What are the differences between divalproex (valproate) extended-release (ER) and delayed-release (DR) formulations, including enteric coating and dosing?

From the Guidelines

Divalproex sodium is available in both extended-release (ER) and delayed-release (DR) formulations, with the DR formulation being enteric coated. The DR formulation has an enteric coating that prevents dissolution in the stomach, releasing the medication in the small intestine to reduce gastrointestinal irritation. Some key points to consider when prescribing divalproex sodium include:

• The DR formulation is typically dosed 2-3 times daily to maintain therapeutic levels.
• The ER formulation uses a different technology that allows for gradual release of the medication over 24 hours, enabling once-daily dosing, which improves adherence.
• When converting from DR to ER, the total daily dose remains the same, but the ER dose is given once daily.
• For example, if a patient takes 500 mg DR twice daily (1000 mg total), they would take 1000 mg ER once daily.
• The therapeutic range for both formulations is 50-125 mcg/mL, although this information is not directly provided by the study 1. The ER formulation may cause fewer gastrointestinal side effects and has less peak-to-trough fluctuation in blood levels, which can improve patient outcomes in terms of morbidity, mortality, and quality of life. Both formulations are used to treat seizures, bipolar disorder, and migraines, but the ER formulation's once-daily dosing makes it preferable for many patients to improve medication adherence, as evidenced by guidelines on the management and prevention of migraines 1.

From the Research

Divalproex ER vs DR Formulations

• Divalproex ER (extended-release) and DR (delayed-release) are two different formulations of divalproex sodium, with distinct pharmacokinetic properties 2, 3, 4, 5, 6.
• The DR formulation is enteric-coated, which affects its absorption and bioavailability 2, 3, 5, 6.

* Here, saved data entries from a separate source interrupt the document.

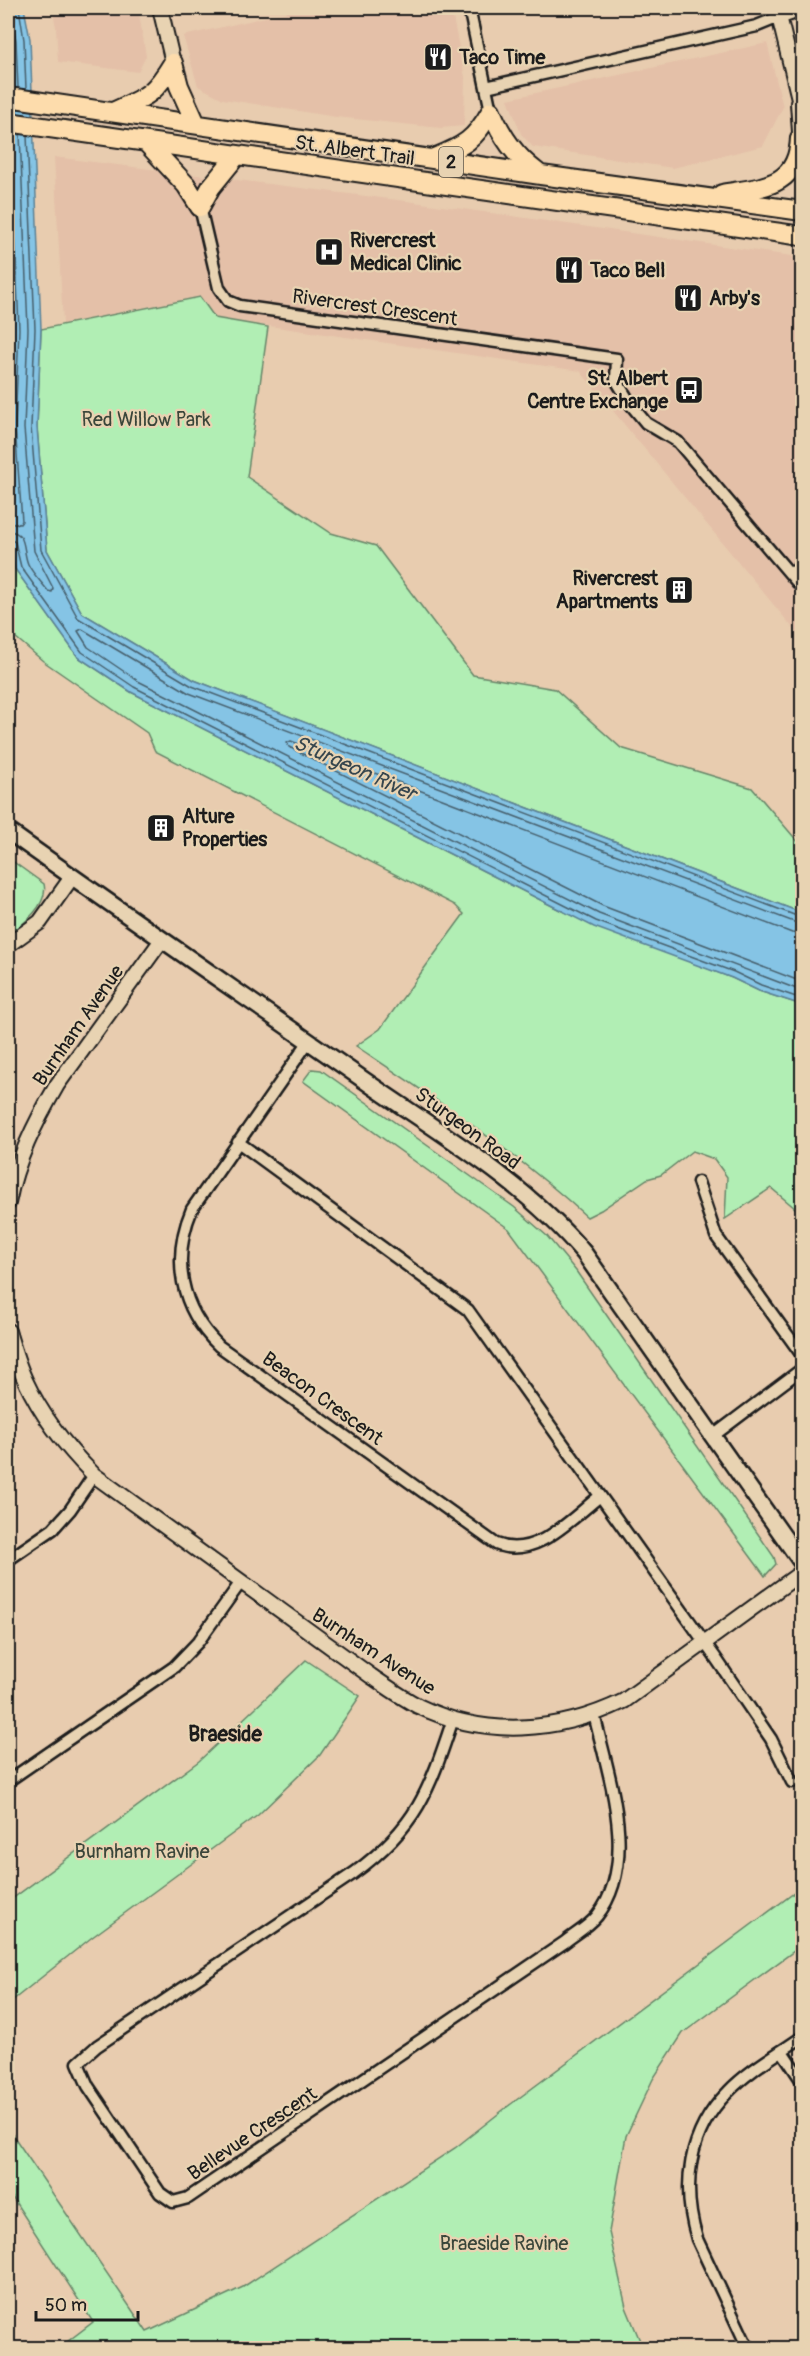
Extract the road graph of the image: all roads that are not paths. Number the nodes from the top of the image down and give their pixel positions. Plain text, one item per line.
1 (160, 8) edge
2 (469, 8) edge
3 (802, 9) edge
4 (778, 12) edge
5 (173, 63) junction
6 (486, 87) junction
7 (8, 97) edge
8 (800, 104) edge
9 (491, 111) junction
10 (113, 112) junction
11 (8, 122) edge
12 (196, 124) junction
13 (800, 138) junction
14 (146, 142) junction
15 (237, 155) junction
16 (802, 156) edge
17 (432, 159) junction
18 (541, 175) junction
19 (705, 197) junction
20 (200, 207) junction
21 (802, 211) edge
22 (802, 236) edge
23 (802, 564) edge
24 (791, 574) junction
25 (802, 588) edge
26 (8, 831) edge
27 (72, 877) junction
28 (161, 941) junction
29 (8, 945) edge
30 (309, 1041) junction
31 (238, 1142) junction
32 (12, 1170) edge
33 (698, 1182) dead end
34 (8, 1203) edge
35 (8, 1332) edge
36 (802, 1355) edge
37 (802, 1369) edge
38 (713, 1436) junction
39 (94, 1475) junction
40 (600, 1496) junction
41 (8, 1560) edge
42 (802, 1563) edge
43 (802, 1572) edge
44 (241, 1582) junction
45 (705, 1643) junction
46 (594, 1714) junction
47 (453, 1719) junction
48 (8, 1781) edge
49 (792, 1782) dead end
50 (802, 2037) edge
51 (782, 2051) junction
52 (802, 2081) edge
53 (748, 2349) edge

1 - 5 street
2 - 6 street
3 - 4 street
4 - 6 street
4 - 8 street
5 - 10 main road
5 - 12 main road
6 - 9 street
7 - 10 main road, St. Albert Trail / 2
8 - 13 street
9 - 17 main road
9 - 18 main road
10 - 12 main road, St. Albert Trail / 2
11 - 14 main road, St. Albert Trail / 2
12 - 17 main road, St. Albert Trail / 2
13 - 16 street
13 - 19 main road
14 - 15 main road, St. Albert Trail / 2
14 - 20 main road
15 - 20 main road
15 - 22 main road, St. Albert Trail / 2
17 - 18 main road, St. Albert Trail / 2
18 - 19 main road, St. Albert Trail / 2
19 - 21 main road, St. Albert Trail / 2
20 - 24 street, Rivercrest Crescent
23 - 24 street
24 - 25 street
26 - 27 main road, Sturgeon Road
27 - 28 main road, Sturgeon Road
27 - 29 street
28 - 30 main road, Sturgeon Road
28 - 32 street, Burnham Avenue
30 - 31 street, Beacon Crescent
30 - 38 main road, Sturgeon Road
31 - 40 street
31 - 40 street, Beacon Crescent
32 - 34 street, Burnham Avenue
33 - 36 street
35 - 39 street, Burnham Avenue
37 - 38 street
38 - 42 main road, Sturgeon Road
39 - 41 street
39 - 44 street, Burnham Avenue
40 - 45 street
43 - 45 street, Burnham Avenue
44 - 47 street, Burnham Avenue
44 - 48 street
45 - 46 street, Burnham Avenue
45 - 49 street
46 - 47 street, Burnham Avenue
46 - 47 street, Bellevue Crescent
50 - 51 street
51 - 52 street
51 - 53 street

Bioavailability and Dosing

• The bioavailability of divalproex ER is lower than that of the DR formulation, but can be equivalent with 8-20% higher daily doses 3, 5, 6.
• Divalproex ER can be administered once-daily, while the DR formulation requires multiple daily doses to maintain therapeutic plasma concentrations 2, 3, 5, 6.
• The peak-to-trough fluctuation in plasma concentrations is lower for divalproex ER compared to the DR formulation, resulting in more stable valproic acid levels 2, 3, 5, 6.

Clinical Implications

• Divalproex ER is associated with improved tolerability, reduced side effects, and better seizure control compared to the DR formulation 4.
• Patients can be converted from the DR formulation to divalproex ER with a 8-20% higher daily dose, resulting in equivalent exposure and improved pharmacokinetic profiles 3, 5, 6.
• The ER formulation is suitable for once-daily dosing, while the DR formulation should not be dosed once-daily at high total daily doses due to the risk of clinical toxicity 2.